The U.S. Army is investing in a directed energy prototype technology developed at the Air Force Research Laboratory’s Directed Energy Directorate at Kirtland Air Force Base in New Mexico, according to an Air Force press release.
The Tactical High Power Operational Responder, or THOR, system, disables the electronics in drones and is engineered to counter multiple targets (i.e. a drone swarm).
Army Lt. Gen.
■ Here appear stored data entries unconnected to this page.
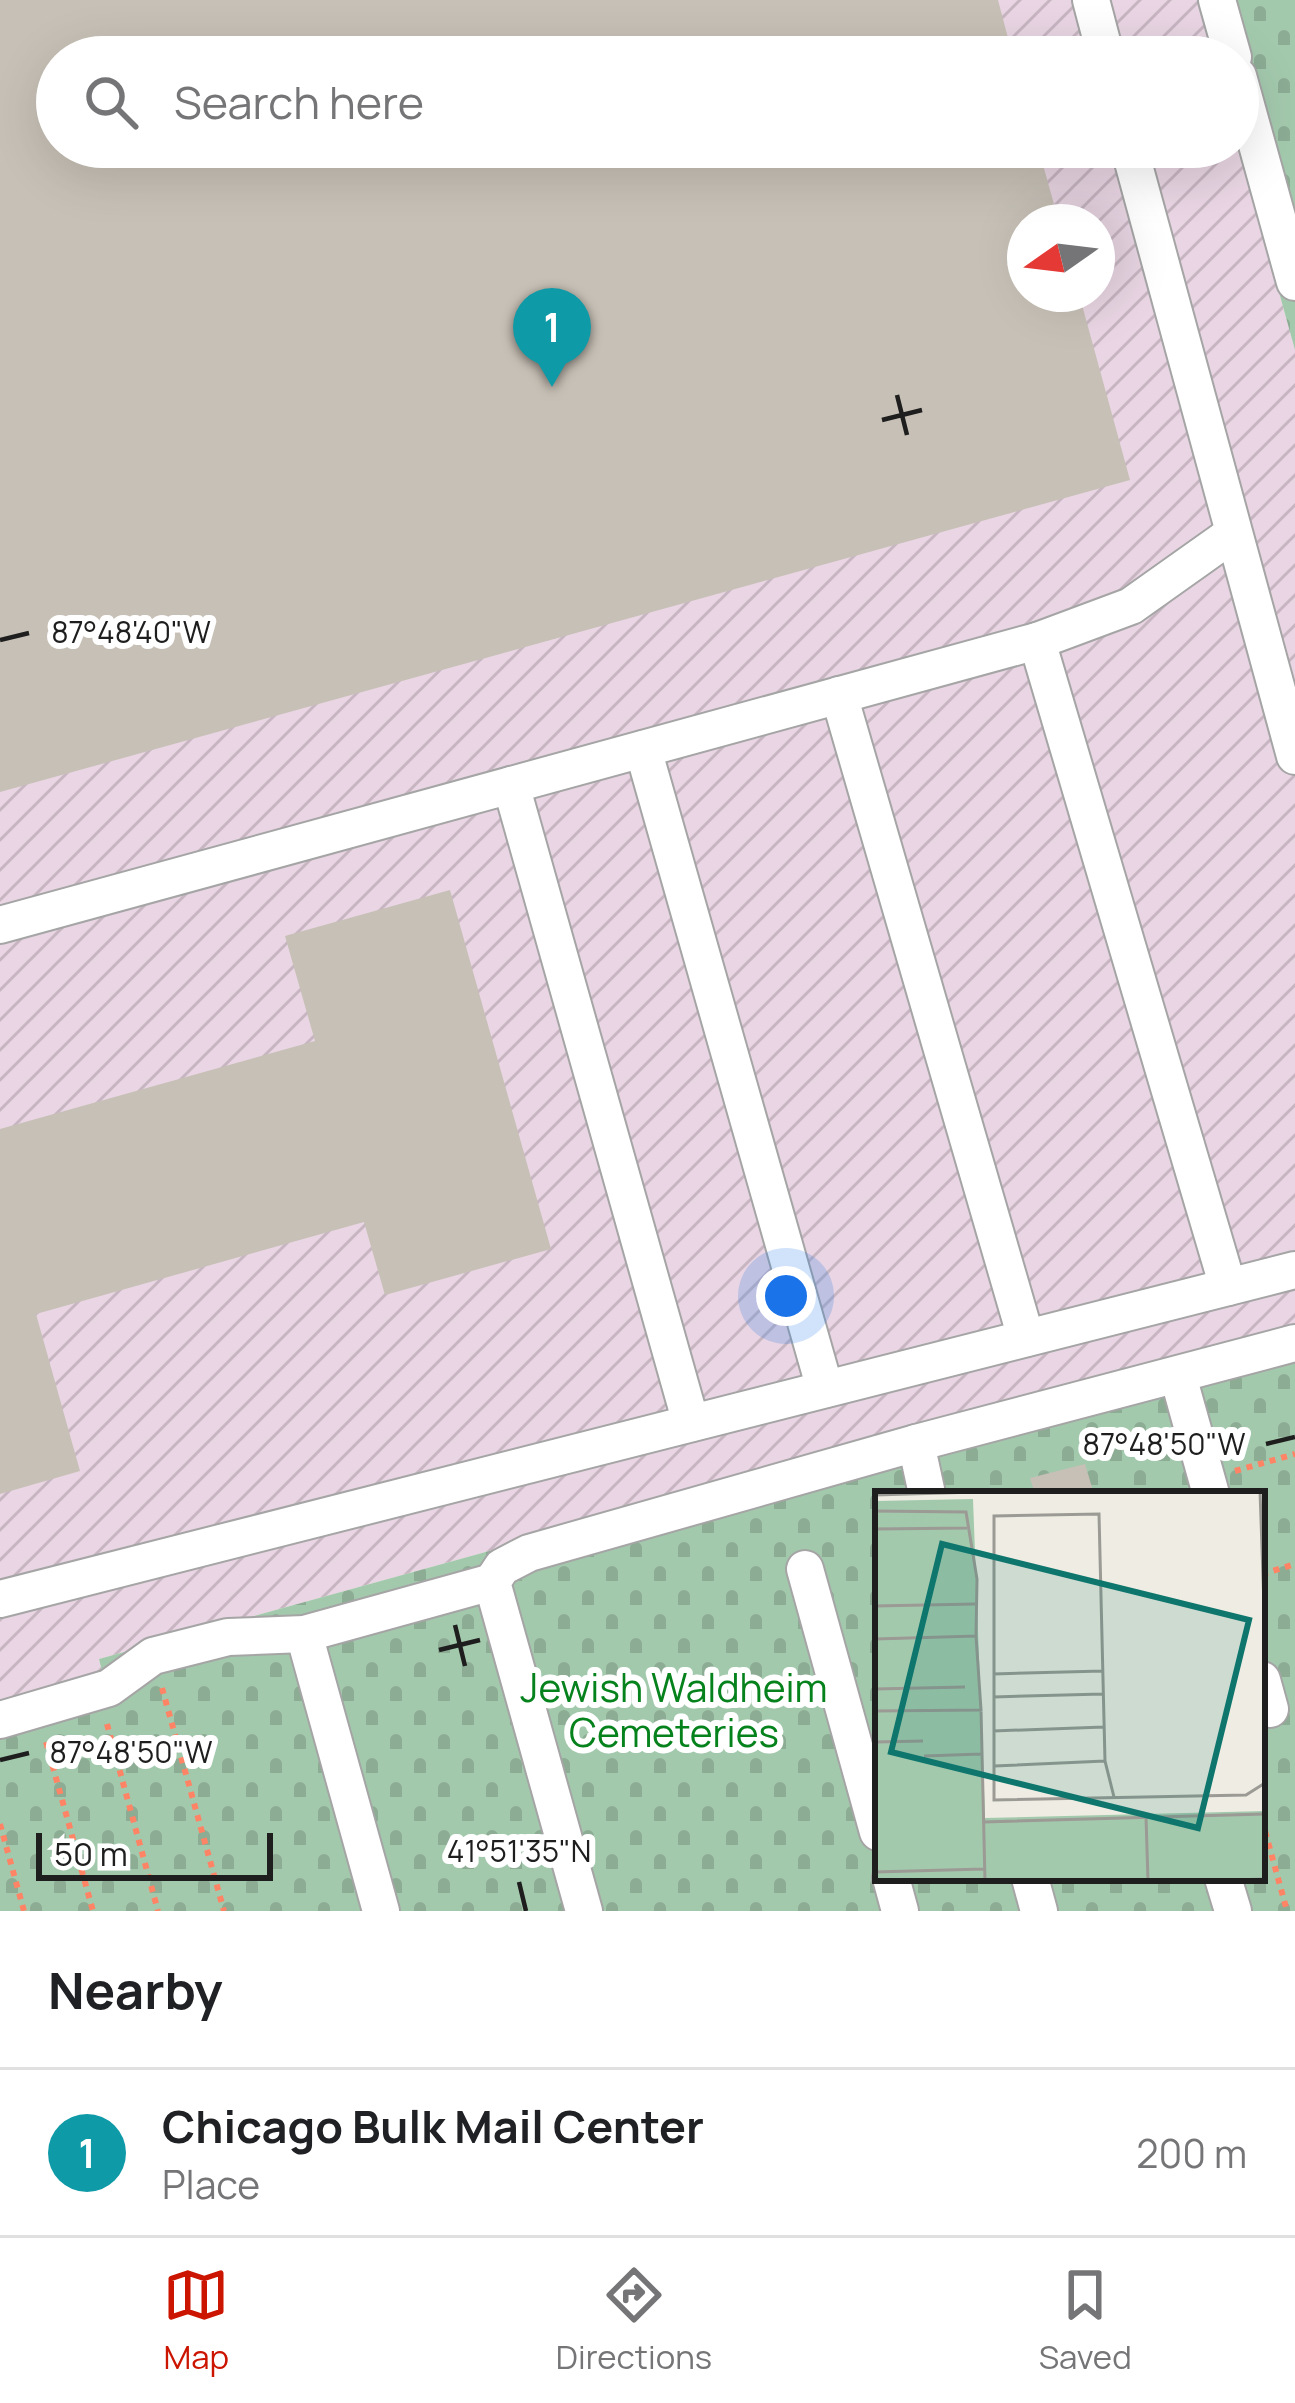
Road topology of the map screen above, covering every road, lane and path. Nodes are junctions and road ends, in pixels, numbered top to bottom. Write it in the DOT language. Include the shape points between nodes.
graph roads {
  1 [pos="1090,0"];
  2 [pos="1217,0"];
  3 [pos="1100,36"];
  4 [pos="1227,36"];
  5 [pos="1259,152"];
  6 [pos="1135,168"];
  7 [pos="1295,282"];
  8 [pos="1231,535"];
  9 [pos="1036,641"];
  10 [pos="839,695"];
  11 [pos="643,749"];
  12 [pos="1295,756"];
  13 [pos="511,785"];
  14 [pos="0,925"];
  15 [pos="1295,1270"];
  16 [pos="1228,1287"];
  17 [pos="1026,1338"];
  18 [pos="1295,1343"];
  19 [pos="1178,1376"];
  20 [pos="825,1389"];
  21 [pos="692,1424"];
  22 [pos="916,1443"];
  23 [pos="1295,1454"];
  24 [pos="1220,1483"];
  25 [pos="926,1491"];
  26 [pos="1295,1564"];
  27 [pos="805,1569"];
  28 [pos="1265,1573"];
  29 [pos="492,1582"];
  30 [pos="0,1600"];
  31 [pos="304,1634"];
  32 [pos="153,1656"];
  33 [pos="98,1692"];
  34 [pos="37,1709"];
  35 [pos="0,1720"];
  36 [pos="875,1821"];
  37 [pos="0,1824"];
  38 [pos="1265,1831"];
  39 [pos="892,1881"];
  40 [pos="1031,1881"];
  41 [pos="1224,1881"];
  42 [pos="24,1911"];
  43 [pos="93,1911"];
  44 [pos="158,1911"];
  45 [pos="224,1911"];
  46 [pos="381,1911"];
  47 [pos="584,1911"];
  48 [pos="900,1911"];
  49 [pos="1039,1911"];
  50 [pos="1232,1911"];
  51 [pos="1287,1911"];
  1 -- 3 [label="lane"];
  2 -- 4 [label="lane"];
  5 -- 7 [label="lane"];
  6 -- 8 [label="lane"];
  8 -- 9 [label="lane" via="1132,606"];
  8 -- 12 [label="lane"];
  9 -- 10 [label="lane"];
  9 -- 16 [label="lane"];
  10 -- 11 [label="lane"];
  10 -- 17 [label="lane"];
  11 -- 13 [label="lane"];
  11 -- 20 [label="lane"];
  13 -- 14 [label="lane"];
  13 -- 21 [label="lane"];
  15 -- 16 [label="lane"];
  16 -- 17 [label="lane"];
  17 -- 20 [label="lane"];
  18 -- 19 [label="lane"];
  19 -- 22 [label="lane"];
  19 -- 24 [label="lane"];
  20 -- 21 [label="lane"];
  21 -- 30 [label="lane"];
  22 -- 25 [label="lane"];
  22 -- 29 [label="lane" via="529,1553"];
  23 -- 24 [label="path"];
  26 -- 28 [label="path"];
  27 -- 36 [label="lane"];
  29 -- 31 [label="lane"];
  29 -- 47 [label="lane"];
  31 -- 32 [label="lane" via="228,1637"];
  31 -- 46 [label="lane"];
  32 -- 33 [label="lane"];
  32 -- 45 [label="path"];
  33 -- 34 [label="lane"];
  33 -- 44 [label="path"];
  34 -- 35 [label="lane"];
  34 -- 43 [label="path"];
  37 -- 42 [label="path"];
  38 -- 51 [label="path"];
  39 -- 48 [label="lane"];
  40 -- 49 [label="lane"];
  41 -- 50 [label="lane"];
}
L. Neil Thurgood, the director for Hypersonics, Directed Energy Space and Rapid Acquisition, who oversees the Army Rapid Capabilities and Critical Technologies Office recently visited Kirtland AFB to see the technology in action.
“The Army’s directed energy capabilities will need to provide a layered defense with multiple ways to defeat incoming threats,” said Thurgood. “Our partnership with the Air Force Research Laboratory gave the Army a running start on the high power microwave mission, and we look forward to continuing to advance these capabilities to protect our warfighters.”
According to THOR program manager Amber Anderson, the system works by using powerful radio wave bursts, offering greater engagement range than bullets or nets. Furthermore she said the effects are “silent and instantaneous.”
The Army plans on partnering with the Air Force on THOR to provide an Indirect Fire Protection Capability-High Power Microwave system to a platoon by fiscal year 2024.